DeepSpeed
DeepSpeed copied to clipboard
[BUG] BF16 raises CUDA error on inference GPT2
Description I'm trying to run a GPT2 124m model using BF16 with optimized kernel. It keeps giving me a CUDA error which does not occur if I switch to FP16.
To Reproduce Here is my script:
from transformers import AutoModelForCausalLM
import deepspeed
import torch
if __name__ == "__main__":
model_id = "gpt2"
model = AutoModelForCausalLM.from_pretrained(pretrained_model_name_or_path=model_id)
ds_config = {
"tensor_parallel": {"tp_size": 1},
"dtype": "bf16",
"replace_with_kernel_inject": True,
"replace_method": "auto",
}
ds_model = deepspeed.init_inference(model=model, config=ds_config)
input_ids = torch.randint(0, 50257, (5, 256))
ds_model.module.generate(input_ids.to(ds_model.module.device))
Here is the CUDA error:
Traceback (most recent call last):
File "tmp.py", line 18, in <module>
ds_model.module.generate(input_ids.to(ds_model.module.device))
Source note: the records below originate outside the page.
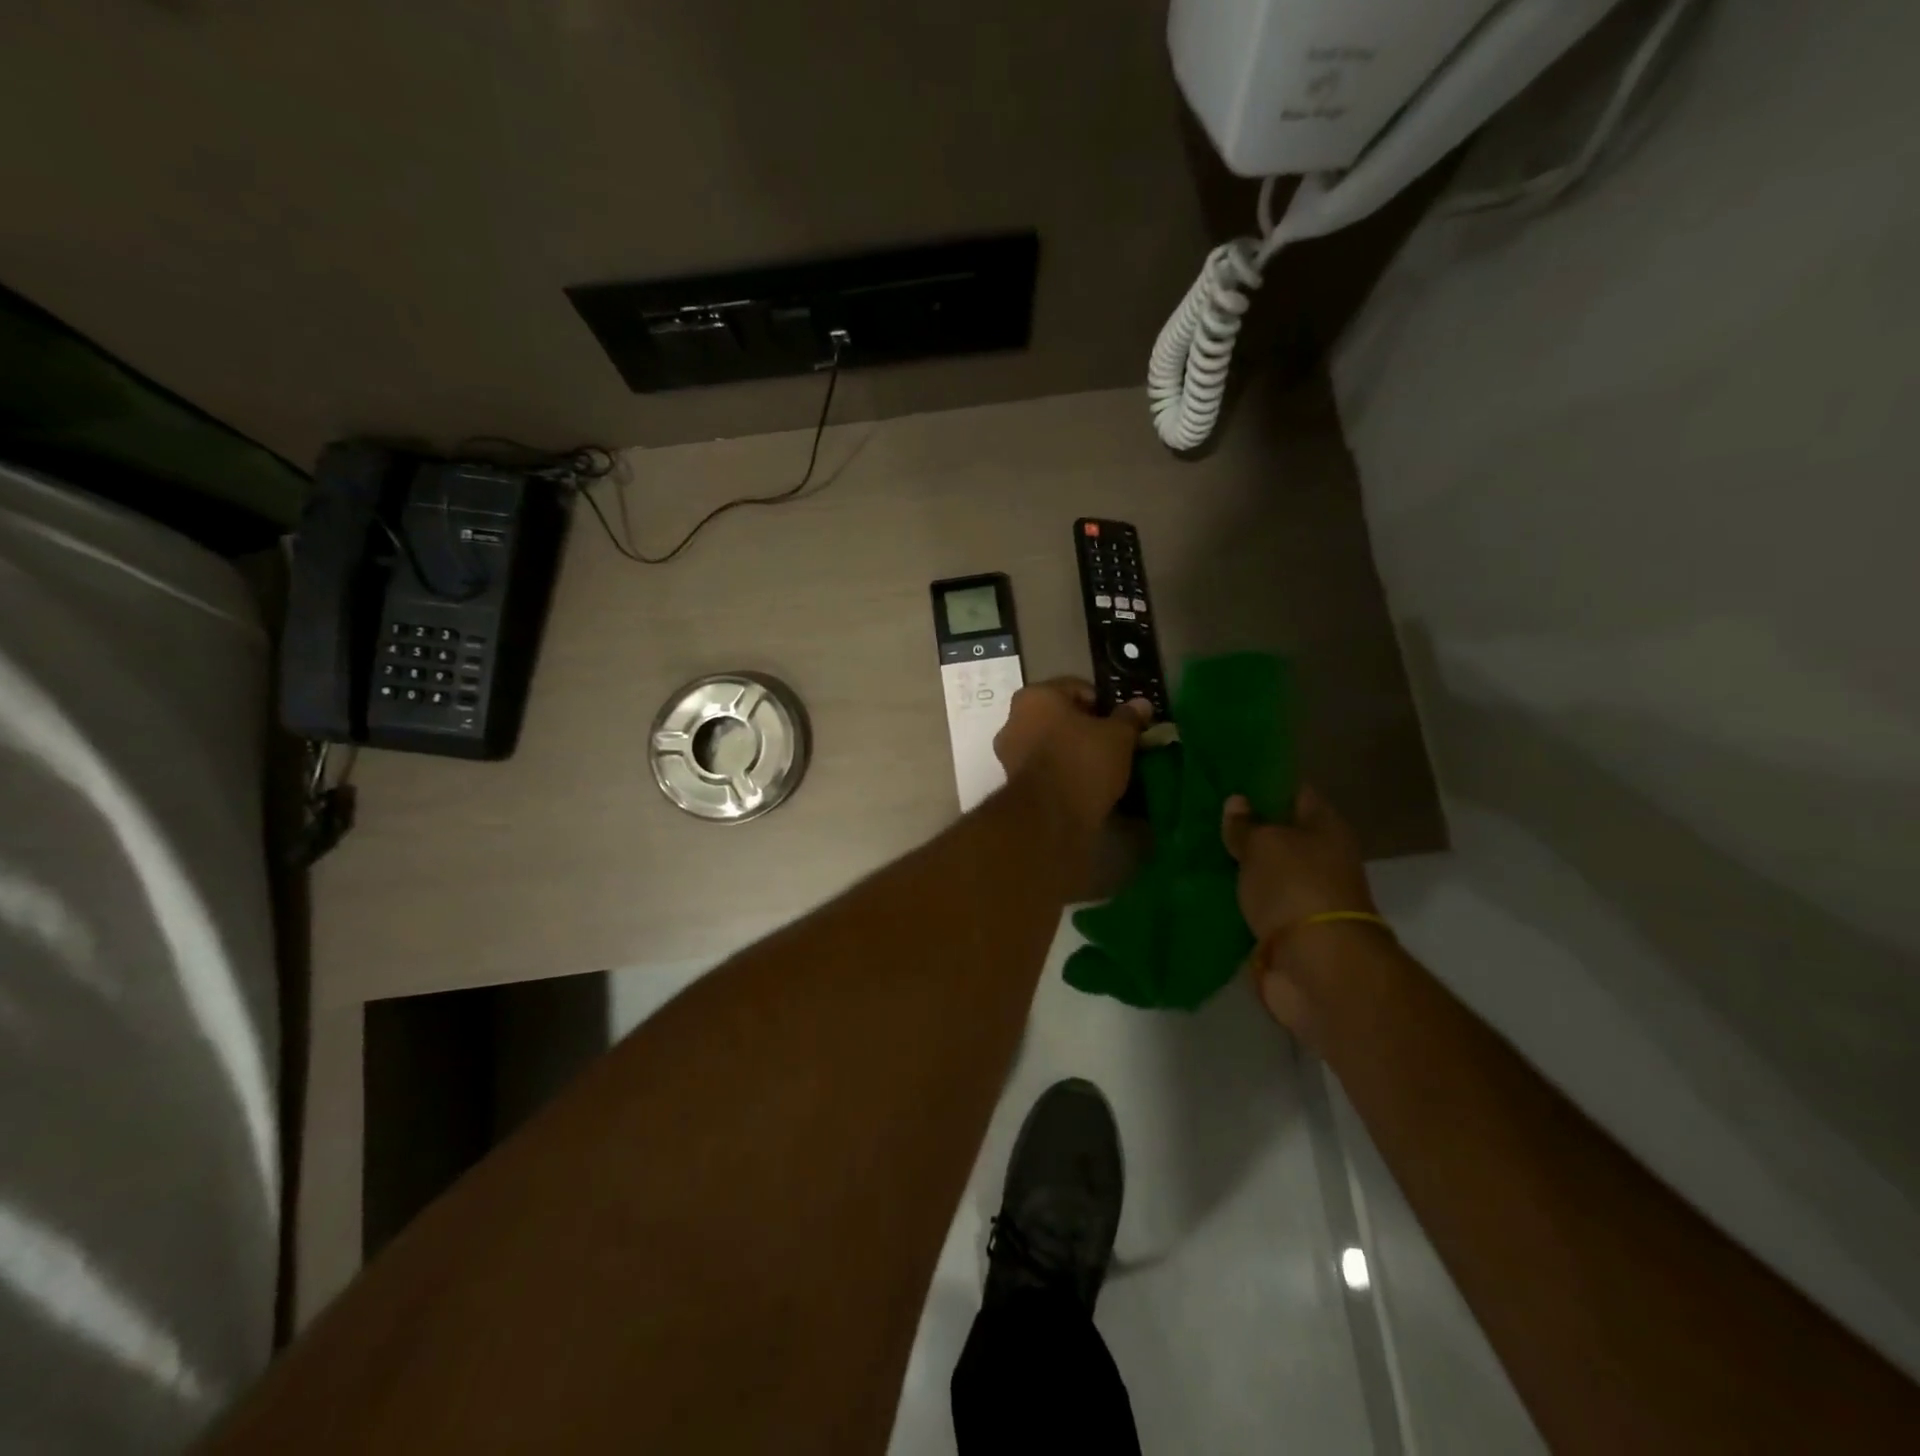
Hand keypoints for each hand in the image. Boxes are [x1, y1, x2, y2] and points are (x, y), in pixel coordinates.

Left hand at [994, 679, 1150, 831]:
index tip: (1120, 722)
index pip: (1077, 689)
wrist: (1051, 815)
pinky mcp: (1011, 779)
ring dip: (1070, 747)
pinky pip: (1042, 764)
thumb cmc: (1084, 761)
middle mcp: (1014, 717)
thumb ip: (1128, 717)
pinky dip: (1059, 768)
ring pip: (1048, 740)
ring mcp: (1008, 750)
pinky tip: (1080, 781)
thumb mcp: (1118, 736)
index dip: (1103, 703)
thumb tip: (1141, 704)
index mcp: (1036, 695)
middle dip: (1084, 726)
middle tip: (1111, 742)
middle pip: (1058, 715)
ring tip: (1098, 765)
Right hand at [1221, 787, 1379, 1035]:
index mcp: (1325, 828)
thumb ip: (1246, 824)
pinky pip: (1254, 902)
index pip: (1293, 792)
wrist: (1315, 967)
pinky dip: (1234, 896)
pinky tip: (1202, 884)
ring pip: (1263, 869)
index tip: (1227, 776)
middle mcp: (1319, 858)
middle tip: (1199, 811)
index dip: (1262, 782)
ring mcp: (1302, 895)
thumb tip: (1237, 802)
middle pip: (1278, 833)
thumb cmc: (1295, 888)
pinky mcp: (1284, 928)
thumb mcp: (1264, 844)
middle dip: (1244, 825)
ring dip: (1236, 863)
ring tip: (1193, 845)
File "/home/wenhant/.local/lib/python3.8/site-packages/torch/autograd/grad_mode.py", line 27, in decorate_context
return func(*args, **kwargs)
File "/home/wenhant/.local/lib/python3.8/site-packages/transformers/generation_utils.py", line 1288, in generate
return self.greedy_search(
File "/home/wenhant/.local/lib/python3.8/site-packages/transformers/generation_utils.py", line 1683, in greedy_search
outputs = self(
File "/home/wenhant/.local/lib/python3.8/site-packages/torch/nn/modules/module.py", line 1194, in _call_impl
return forward_call(*input, **kwargs)
File "/home/wenhant/.local/lib/python3.8/site-packages/transformers/models/gpt2/modeling_gpt2.py", line 1070, in forward
lm_logits = self.lm_head(hidden_states)
File "/home/wenhant/.local/lib/python3.8/site-packages/torch/nn/modules/module.py", line 1194, in _call_impl
return forward_call(*input, **kwargs)
File "/home/wenhant/.local/lib/python3.8/site-packages/torch/nn/modules/linear.py", line 114, in forward
return F.linear(input, self.weight, self.bias)
RuntimeError: CUDA error: an illegal memory access was encountered
CUDA kernel errors might be asynchronously reported at some other API call,so the stacktrace below might be incorrect.
For debugging consider passing CUDA_LAUNCH_BLOCKING=1.
The script works perfectly if I switch to FP16. Does DeepSpeed support BF16 inference? Or is this a bug?
Just made an issue for this at #2955 . I am pretty sure that bfloat16 is not currently supported. Float32, float16 and int8 are supported(though I have had issues with int8).
Take a look at my issue and please answer some of the questions I posed if you have any insight. Thanks!
@Wenhan-Tan we do not currently support BF16 directly with deepspeed inference.
@molly-smith can we add an assertion in the ds-inference config to gracefully error out if someone tries this case?
@mallorbc @jeffra Thank you for clarifying!